Pender carried the ladder around the side of the house and leaned it against the overhang of the flat, tar-papered roof above the office extension in back. He already knew the trick to hauling two hundred and eighty pounds up an old ladder: distribute your weight among all four limbs so that no single rung has to bear even half the load. Fortunately, the preponderance of Pender’s avoirdupois had always been concentrated above the waist. His belly was the tipping point-once he dragged that over the eaves, the rest followed easily enough.
From the flat roof above the office, Pender boosted himself another four feet to the roof below Irene’s rear bedroom window, which was closed. Balanced with difficulty on the slanting roof apron, he managed to get the merest fingertip purchase on the crossbar of the window sash, then let loose a prayer and leveraged upward with all the strength in his fingertips.
The window flew open, causing Pender to lose his hold on the sash, and with it his balance. Toppling backward, arms flailing, he managed to grab the windowsill; behind him, his Pebble Beach golf cap fluttered to the ground like a powder-blue autumn leaf.
Pender now found himself stretched out full-length on the sloping roof, hanging on to the windowsill with both hands, his Hush Puppied feet dangling in space. Kicking, grunting, he finally got his feet under him again, then duckwalked up the slope until he was at eye level with the windowsill, breathing hard and sweating harder. As he squatted there, trying to catch his breath, he felt an unaccustomed breeze from behind, and realized that with his shorts dragged down and his jacket rucked up, he was showing more crack than an inner-city coke dealer.

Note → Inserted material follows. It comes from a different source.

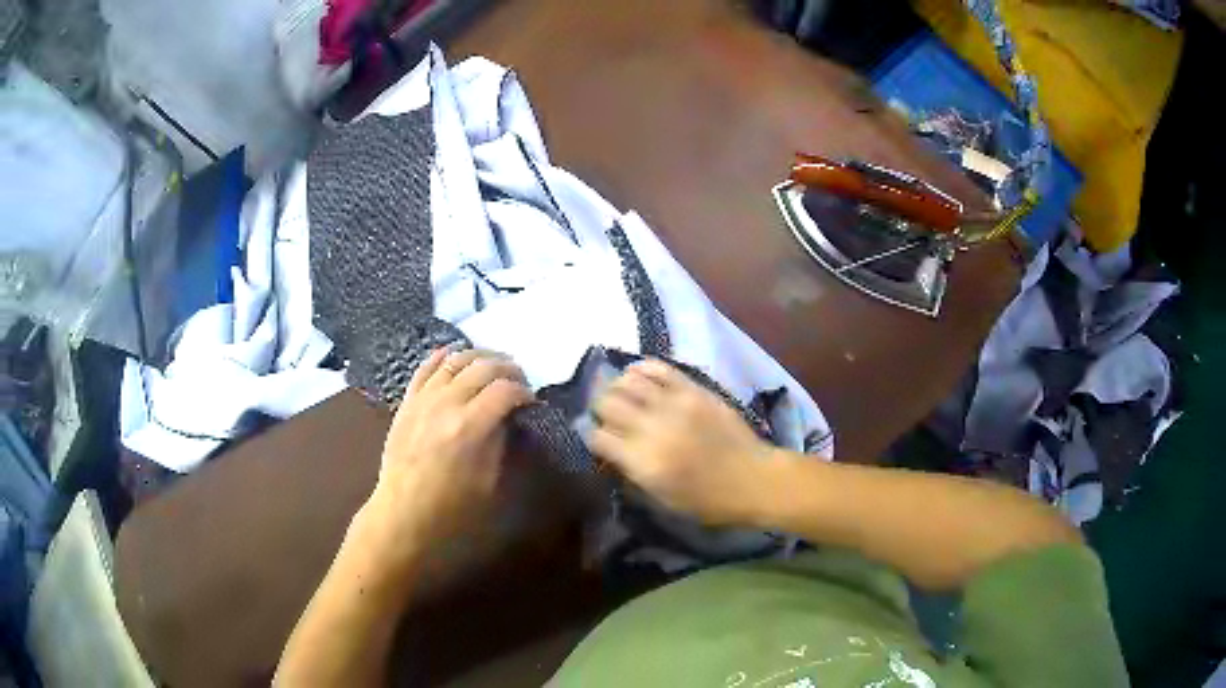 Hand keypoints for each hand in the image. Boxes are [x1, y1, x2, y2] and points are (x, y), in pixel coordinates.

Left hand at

After a hasty sartorial adjustment, and a quick peek to make sure the bedroom was empty, Pender climbed through the window feet first, then took the Colt out of his pocket again and flicked off the safety-no way Maxwell would be getting the drop on him again.
Irene’s queen-size bed appeared slept in and unmade, but there were no bloodstains, no sign of a struggle. Pender flattened himself against the door jamb with the Colt held sideways against his chest, then peered into the hallway. Empty. With the gun in two-handed firing position he made his way down the hallway to the guest bedroom at the top of the stairs. Aside from a rumpled bedspread with a few coins strewn around it, the little room was in apple-pie order.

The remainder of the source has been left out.